┌─ Information supplied

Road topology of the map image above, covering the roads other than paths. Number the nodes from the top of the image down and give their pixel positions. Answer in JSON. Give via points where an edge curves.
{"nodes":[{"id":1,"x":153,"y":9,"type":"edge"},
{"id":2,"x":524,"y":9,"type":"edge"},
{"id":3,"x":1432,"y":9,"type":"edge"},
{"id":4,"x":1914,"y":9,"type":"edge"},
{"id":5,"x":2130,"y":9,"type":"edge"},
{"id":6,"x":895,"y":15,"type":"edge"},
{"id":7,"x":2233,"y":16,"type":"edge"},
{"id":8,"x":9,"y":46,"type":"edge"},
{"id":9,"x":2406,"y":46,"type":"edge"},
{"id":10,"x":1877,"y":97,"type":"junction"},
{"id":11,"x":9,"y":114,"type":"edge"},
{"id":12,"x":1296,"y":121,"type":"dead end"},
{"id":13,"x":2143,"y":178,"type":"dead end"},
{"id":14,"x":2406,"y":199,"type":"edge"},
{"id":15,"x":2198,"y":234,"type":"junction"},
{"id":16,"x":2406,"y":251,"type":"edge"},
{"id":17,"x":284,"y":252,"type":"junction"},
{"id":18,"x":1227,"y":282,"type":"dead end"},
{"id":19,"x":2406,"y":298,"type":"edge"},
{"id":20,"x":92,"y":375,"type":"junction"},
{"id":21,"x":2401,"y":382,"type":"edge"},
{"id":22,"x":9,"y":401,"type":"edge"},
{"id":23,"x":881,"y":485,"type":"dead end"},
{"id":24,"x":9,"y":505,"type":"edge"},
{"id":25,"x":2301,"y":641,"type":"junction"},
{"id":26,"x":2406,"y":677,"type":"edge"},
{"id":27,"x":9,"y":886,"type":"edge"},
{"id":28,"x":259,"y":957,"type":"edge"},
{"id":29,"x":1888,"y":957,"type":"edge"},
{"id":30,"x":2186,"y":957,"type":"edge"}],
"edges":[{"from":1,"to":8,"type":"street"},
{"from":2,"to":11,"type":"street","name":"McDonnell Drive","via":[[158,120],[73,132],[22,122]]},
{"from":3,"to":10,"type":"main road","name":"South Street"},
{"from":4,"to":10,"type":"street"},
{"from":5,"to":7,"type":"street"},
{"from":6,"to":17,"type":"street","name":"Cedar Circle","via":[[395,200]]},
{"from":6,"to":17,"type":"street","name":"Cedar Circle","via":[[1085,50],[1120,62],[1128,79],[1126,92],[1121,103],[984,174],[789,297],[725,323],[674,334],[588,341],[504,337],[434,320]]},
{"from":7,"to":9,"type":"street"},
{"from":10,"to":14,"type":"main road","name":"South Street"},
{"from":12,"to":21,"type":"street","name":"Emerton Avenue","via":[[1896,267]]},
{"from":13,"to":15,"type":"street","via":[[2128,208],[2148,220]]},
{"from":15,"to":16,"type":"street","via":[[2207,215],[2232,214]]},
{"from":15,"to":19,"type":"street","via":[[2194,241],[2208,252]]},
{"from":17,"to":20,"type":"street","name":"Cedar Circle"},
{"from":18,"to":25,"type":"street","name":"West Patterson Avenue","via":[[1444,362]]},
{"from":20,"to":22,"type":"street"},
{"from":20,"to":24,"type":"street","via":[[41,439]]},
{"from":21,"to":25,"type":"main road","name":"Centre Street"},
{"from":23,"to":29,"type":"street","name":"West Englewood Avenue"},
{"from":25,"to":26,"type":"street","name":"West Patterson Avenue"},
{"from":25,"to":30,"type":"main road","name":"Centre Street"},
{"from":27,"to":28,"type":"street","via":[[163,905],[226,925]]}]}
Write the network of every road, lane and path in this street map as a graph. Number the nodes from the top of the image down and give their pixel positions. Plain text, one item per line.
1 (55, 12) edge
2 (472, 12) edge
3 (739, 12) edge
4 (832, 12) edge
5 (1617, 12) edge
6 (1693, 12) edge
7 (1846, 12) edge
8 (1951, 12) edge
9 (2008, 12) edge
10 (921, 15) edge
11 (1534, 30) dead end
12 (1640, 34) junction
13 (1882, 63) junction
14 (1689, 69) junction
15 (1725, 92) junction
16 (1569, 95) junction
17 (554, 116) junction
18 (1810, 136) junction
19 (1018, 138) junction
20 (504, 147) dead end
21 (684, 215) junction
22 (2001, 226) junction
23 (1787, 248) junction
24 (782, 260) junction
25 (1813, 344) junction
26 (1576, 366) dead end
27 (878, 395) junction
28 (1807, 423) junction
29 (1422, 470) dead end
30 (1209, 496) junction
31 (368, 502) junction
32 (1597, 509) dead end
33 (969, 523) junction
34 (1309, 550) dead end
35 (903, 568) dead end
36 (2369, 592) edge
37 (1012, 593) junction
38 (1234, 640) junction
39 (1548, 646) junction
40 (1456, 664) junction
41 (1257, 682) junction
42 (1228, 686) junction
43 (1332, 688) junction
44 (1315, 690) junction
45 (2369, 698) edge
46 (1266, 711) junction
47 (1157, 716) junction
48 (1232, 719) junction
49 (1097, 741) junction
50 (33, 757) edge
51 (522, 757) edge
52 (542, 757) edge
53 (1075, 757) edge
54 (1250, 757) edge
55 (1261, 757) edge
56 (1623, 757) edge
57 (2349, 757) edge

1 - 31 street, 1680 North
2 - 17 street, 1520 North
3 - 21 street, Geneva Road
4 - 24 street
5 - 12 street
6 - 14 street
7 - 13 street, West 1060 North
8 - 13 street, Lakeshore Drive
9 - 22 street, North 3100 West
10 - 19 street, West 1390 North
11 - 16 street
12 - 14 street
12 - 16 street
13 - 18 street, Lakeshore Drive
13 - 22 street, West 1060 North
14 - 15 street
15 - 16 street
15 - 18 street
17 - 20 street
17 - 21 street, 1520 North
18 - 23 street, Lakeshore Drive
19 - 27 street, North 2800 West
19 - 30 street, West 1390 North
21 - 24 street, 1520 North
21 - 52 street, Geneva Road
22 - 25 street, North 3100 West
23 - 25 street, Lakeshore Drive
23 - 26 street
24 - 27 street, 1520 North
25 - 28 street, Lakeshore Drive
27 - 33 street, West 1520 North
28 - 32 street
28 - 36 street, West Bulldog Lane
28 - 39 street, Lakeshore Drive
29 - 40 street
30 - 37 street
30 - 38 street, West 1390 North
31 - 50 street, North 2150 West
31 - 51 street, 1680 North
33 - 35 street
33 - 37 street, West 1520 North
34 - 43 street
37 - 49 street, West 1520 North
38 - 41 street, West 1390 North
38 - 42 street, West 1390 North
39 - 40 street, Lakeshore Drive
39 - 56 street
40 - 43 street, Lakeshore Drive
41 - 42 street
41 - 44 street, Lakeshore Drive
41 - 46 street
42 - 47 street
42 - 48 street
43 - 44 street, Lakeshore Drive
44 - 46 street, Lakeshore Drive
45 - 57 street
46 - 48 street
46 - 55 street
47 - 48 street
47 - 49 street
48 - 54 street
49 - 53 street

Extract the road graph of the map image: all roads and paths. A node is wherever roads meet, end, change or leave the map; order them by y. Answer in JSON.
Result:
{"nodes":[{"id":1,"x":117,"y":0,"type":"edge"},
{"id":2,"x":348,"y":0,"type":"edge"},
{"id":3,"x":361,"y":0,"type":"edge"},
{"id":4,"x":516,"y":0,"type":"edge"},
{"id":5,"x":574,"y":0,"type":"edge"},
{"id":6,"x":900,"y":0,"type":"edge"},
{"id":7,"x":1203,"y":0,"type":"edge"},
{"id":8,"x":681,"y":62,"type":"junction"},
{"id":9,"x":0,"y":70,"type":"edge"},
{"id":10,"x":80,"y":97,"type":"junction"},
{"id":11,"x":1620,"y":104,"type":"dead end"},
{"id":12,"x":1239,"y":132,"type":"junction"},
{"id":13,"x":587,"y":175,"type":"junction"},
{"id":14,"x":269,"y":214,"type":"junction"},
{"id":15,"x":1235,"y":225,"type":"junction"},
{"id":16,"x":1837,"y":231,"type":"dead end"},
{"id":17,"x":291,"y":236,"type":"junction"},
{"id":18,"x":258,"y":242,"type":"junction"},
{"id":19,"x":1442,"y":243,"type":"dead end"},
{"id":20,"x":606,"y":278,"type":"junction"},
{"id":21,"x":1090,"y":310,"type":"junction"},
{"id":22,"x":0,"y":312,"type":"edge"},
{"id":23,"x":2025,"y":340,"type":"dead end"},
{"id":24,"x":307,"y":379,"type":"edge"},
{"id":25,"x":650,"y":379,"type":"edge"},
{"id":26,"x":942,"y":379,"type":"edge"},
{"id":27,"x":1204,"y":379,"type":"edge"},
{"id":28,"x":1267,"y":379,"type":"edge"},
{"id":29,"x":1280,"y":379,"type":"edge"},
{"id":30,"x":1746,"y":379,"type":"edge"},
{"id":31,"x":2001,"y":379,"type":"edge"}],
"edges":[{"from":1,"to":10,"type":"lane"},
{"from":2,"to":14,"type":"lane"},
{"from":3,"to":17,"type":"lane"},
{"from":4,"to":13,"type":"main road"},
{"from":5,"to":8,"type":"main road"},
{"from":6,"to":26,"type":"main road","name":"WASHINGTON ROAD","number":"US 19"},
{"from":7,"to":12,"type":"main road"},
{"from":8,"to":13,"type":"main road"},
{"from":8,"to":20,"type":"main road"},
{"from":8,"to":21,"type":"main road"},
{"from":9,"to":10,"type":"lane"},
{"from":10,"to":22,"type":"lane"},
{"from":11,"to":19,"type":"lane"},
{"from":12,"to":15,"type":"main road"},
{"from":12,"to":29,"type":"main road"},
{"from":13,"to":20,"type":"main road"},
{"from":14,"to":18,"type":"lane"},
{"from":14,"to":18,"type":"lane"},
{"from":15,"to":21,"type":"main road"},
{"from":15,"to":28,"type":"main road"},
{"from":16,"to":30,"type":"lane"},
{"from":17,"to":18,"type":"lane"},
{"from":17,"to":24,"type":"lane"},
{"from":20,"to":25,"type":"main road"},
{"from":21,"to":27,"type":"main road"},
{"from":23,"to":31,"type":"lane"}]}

└─

# Exercise directions
Determine the number of lines in the listing that hold the word "Drive". Nothing but that number is wanted.

# Answer to the problem
12